[[ Source data, beginning ]]
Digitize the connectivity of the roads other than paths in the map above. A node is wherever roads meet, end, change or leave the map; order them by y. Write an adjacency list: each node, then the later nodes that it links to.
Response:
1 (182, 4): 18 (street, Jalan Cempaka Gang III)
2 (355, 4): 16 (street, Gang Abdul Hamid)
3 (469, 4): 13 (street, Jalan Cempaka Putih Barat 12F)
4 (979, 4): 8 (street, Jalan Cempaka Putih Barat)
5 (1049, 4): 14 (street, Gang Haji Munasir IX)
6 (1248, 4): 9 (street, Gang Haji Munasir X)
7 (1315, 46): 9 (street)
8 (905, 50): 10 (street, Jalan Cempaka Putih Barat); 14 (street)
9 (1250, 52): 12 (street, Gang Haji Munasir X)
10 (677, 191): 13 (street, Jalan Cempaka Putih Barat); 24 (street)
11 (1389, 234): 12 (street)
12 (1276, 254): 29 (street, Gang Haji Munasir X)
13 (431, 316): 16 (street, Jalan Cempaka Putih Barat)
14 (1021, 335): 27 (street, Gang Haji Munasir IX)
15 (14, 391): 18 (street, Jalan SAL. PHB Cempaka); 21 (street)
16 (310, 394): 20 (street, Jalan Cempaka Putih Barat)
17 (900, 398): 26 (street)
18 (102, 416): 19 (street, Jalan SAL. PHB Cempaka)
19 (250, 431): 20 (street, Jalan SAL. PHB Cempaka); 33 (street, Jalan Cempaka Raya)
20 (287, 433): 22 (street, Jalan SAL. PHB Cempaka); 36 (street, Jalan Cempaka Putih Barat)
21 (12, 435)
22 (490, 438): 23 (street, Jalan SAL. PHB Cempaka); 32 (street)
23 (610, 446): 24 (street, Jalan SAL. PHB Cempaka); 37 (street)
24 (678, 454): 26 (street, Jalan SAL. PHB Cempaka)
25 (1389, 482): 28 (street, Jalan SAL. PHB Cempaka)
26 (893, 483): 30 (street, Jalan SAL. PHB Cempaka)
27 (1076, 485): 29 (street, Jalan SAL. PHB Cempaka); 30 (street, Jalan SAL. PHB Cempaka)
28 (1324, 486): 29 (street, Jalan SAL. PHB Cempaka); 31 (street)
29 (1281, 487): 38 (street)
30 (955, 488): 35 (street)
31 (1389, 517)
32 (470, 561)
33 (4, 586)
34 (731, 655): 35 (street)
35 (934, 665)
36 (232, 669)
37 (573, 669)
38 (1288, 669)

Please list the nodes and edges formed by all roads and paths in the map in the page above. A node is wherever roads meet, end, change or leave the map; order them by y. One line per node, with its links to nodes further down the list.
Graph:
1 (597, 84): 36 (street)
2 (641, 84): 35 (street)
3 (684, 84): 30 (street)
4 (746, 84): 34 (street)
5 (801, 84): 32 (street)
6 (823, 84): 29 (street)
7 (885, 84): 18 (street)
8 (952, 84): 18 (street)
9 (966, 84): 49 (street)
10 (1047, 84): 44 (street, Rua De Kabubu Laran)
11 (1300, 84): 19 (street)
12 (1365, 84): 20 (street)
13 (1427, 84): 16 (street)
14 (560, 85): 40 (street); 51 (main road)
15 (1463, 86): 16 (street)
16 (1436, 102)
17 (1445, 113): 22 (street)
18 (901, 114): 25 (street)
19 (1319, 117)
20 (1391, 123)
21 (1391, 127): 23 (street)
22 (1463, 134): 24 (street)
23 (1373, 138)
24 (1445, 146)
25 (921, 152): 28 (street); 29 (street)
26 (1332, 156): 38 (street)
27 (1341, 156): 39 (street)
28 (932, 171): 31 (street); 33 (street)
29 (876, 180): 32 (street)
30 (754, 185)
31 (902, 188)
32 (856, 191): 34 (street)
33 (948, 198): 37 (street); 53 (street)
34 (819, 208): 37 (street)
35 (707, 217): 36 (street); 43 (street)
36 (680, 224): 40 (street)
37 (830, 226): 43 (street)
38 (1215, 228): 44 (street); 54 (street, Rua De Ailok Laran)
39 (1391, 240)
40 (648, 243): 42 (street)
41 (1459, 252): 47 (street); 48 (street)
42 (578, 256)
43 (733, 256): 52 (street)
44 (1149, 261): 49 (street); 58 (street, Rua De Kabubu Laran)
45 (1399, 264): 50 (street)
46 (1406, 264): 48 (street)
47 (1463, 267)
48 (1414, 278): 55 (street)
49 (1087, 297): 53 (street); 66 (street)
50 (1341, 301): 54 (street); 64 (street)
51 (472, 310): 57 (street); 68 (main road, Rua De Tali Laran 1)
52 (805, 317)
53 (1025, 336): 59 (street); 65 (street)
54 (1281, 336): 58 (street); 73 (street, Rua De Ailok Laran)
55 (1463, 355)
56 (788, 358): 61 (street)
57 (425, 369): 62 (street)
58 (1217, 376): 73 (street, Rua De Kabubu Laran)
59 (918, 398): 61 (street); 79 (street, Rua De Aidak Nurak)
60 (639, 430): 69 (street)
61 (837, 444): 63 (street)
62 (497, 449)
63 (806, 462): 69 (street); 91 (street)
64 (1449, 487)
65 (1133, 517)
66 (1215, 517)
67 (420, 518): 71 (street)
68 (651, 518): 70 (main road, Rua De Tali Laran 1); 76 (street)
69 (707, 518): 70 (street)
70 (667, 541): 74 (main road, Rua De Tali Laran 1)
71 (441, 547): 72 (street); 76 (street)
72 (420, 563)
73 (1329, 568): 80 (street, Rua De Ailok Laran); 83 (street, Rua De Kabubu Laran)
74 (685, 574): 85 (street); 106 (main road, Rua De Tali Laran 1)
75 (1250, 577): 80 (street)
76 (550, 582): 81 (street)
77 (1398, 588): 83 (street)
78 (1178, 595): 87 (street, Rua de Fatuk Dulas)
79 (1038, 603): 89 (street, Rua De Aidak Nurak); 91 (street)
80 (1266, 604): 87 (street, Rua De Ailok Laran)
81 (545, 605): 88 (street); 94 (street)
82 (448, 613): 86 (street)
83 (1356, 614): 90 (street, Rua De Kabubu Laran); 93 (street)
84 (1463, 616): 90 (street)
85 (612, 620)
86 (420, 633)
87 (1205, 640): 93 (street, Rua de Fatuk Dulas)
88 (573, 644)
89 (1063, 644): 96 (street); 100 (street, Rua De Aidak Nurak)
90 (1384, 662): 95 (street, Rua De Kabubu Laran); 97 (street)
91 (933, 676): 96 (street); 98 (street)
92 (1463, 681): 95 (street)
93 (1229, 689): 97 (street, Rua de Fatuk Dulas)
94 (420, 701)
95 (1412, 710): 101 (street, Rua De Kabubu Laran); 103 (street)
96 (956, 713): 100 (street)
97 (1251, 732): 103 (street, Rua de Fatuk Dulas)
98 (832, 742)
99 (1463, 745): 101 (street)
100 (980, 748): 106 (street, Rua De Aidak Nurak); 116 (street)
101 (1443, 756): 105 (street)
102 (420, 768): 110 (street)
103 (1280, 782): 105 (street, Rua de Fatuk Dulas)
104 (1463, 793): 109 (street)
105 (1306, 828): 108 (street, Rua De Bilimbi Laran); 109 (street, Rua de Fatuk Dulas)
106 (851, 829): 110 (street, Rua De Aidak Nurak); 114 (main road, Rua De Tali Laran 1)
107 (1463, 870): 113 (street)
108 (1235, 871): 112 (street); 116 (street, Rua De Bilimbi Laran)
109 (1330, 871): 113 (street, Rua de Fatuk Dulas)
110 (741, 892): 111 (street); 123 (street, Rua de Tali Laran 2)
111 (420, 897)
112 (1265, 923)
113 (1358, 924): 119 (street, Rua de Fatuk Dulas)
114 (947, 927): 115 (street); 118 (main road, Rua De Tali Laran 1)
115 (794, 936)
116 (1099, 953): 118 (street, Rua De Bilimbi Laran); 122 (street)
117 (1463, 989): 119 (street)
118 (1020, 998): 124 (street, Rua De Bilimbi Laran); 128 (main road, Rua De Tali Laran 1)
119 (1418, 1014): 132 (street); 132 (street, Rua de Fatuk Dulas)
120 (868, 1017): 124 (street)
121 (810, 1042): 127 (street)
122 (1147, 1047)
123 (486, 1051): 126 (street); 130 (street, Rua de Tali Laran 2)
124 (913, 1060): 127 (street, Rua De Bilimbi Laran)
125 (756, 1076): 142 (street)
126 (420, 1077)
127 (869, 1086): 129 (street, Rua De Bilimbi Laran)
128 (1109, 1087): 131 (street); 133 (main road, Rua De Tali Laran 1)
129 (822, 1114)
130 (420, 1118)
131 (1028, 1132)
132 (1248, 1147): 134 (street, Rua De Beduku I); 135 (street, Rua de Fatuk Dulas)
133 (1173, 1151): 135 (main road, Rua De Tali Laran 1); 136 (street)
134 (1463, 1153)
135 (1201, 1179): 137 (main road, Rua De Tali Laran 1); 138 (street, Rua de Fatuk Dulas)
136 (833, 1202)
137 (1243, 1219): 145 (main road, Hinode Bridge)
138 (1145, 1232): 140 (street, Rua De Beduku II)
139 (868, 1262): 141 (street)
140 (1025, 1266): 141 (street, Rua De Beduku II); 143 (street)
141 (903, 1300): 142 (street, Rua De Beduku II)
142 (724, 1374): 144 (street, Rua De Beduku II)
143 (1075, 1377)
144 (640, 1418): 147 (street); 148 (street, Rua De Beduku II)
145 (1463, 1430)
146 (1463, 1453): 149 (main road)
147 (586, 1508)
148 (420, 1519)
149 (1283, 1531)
[[ Source data, end ]]
▸ **Exercise goal**
Scan the data above and copy each line containing the word "Ailok".

▸ **Answer box**
38 (1215, 228): 44 (street); 54 (street, Rua De Ailok Laran)
54 (1281, 336): 58 (street); 73 (street, Rua De Ailok Laran)
73 (1329, 568): 80 (street, Rua De Ailok Laran); 83 (street, Rua De Kabubu Laran)
80 (1266, 604): 87 (street, Rua De Ailok Laran)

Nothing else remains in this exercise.